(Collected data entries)
= = = =

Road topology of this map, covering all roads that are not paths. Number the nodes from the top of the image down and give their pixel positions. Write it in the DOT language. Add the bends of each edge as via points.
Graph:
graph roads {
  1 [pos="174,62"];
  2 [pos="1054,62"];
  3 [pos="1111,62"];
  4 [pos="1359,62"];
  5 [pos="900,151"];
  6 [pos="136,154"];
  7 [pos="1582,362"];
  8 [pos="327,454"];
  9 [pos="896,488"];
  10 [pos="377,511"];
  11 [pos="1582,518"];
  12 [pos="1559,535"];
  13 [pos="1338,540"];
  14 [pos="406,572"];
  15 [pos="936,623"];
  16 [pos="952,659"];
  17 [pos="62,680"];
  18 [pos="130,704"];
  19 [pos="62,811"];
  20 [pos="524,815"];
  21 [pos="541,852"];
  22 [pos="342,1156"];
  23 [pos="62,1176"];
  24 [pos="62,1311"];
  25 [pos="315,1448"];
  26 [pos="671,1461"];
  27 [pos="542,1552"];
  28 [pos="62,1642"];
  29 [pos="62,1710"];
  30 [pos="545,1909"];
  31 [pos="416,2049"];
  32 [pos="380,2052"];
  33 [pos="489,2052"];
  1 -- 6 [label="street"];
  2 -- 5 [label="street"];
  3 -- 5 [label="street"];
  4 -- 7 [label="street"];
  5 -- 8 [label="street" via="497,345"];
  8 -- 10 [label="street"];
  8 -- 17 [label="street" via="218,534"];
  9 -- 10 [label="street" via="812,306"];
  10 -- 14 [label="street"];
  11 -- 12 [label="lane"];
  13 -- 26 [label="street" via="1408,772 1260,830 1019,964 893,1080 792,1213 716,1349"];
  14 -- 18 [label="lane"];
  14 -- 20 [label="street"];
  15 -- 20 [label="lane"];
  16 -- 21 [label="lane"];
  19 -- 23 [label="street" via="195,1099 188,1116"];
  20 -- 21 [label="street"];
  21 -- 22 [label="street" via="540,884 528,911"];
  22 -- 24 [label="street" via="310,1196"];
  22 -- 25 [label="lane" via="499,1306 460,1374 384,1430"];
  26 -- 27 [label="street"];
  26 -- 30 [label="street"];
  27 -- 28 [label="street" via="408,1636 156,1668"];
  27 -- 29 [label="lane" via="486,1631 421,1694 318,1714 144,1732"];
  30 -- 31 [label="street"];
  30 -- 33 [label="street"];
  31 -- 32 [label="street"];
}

= = = =

Task directions>
Would you print all of the entries exactly as they stand?

Reply>
Road topology of this map, covering all roads that are not paths. Number the nodes from the top of the image down and give their pixel positions. Write it in the DOT language. Add the bends of each edge as via points.
Graph:
graph roads {
  1 [pos="174,62"];
  2 [pos="1054,62"];
  3 [pos="1111,62"];
  4 [pos="1359,62"];
  5 [pos="900,151"];
  6 [pos="136,154"];
  7 [pos="1582,362"];
  8 [pos="327,454"];
  9 [pos="896,488"];
  10 [pos="377,511"];
  11 [pos="1582,518"];
  12 [pos="1559,535"];
  13 [pos="1338,540"];
  14 [pos="406,572"];
  15 [pos="936,623"];
  16 [pos="952,659"];
  17 [pos="62,680"];
  18 [pos="130,704"];
  19 [pos="62,811"];
  20 [pos="524,815"];
  21 [pos="541,852"];
  22 [pos="342,1156"];
  23 [pos="62,1176"];
  24 [pos="62,1311"];
  25 [pos="315,1448"];
  26 [pos="671,1461"];
  27 [pos="542,1552"];
  28 [pos="62,1642"];
  29 [pos="62,1710"];
  30 [pos="545,1909"];
  31 [pos="416,2049"];
  32 [pos="380,2052"];
  33 [pos="489,2052"];
  1 -- 6 [label="street"];
  2 -- 5 [label="street"];
  3 -- 5 [label="street"];
  4 -- 7 [label="street"];
  5 -- 8 [label="street" via="497,345"];
  8 -- 10 [label="street"];
  8 -- 17 [label="street" via="218,534"];
  9 -- 10 [label="street" via="812,306"];
  10 -- 14 [label="street"];
  11 -- 12 [label="lane"];
  13 -- 26 [label="street" via="1408,772 1260,830 1019,964 893,1080 792,1213 716,1349"];
  14 -- 18 [label="lane"];
  14 -- 20 [label="street"];
  15 -- 20 [label="lane"];
  16 -- 21 [label="lane"];
  19 -- 23 [label="street" via="195,1099 188,1116"];
  20 -- 21 [label="street"];
  21 -- 22 [label="street" via="540,884 528,911"];
  22 -- 24 [label="street" via="310,1196"];
  22 -- 25 [label="lane" via="499,1306 460,1374 384,1430"];
  26 -- 27 [label="street"];
  26 -- 30 [label="street"];
  27 -- 28 [label="street" via="408,1636 156,1668"];
  27 -- 29 [label="lane" via="486,1631 421,1694 318,1714 144,1732"];
  30 -- 31 [label="street"];
  30 -- 33 [label="street"];
  31 -- 32 [label="street"];
}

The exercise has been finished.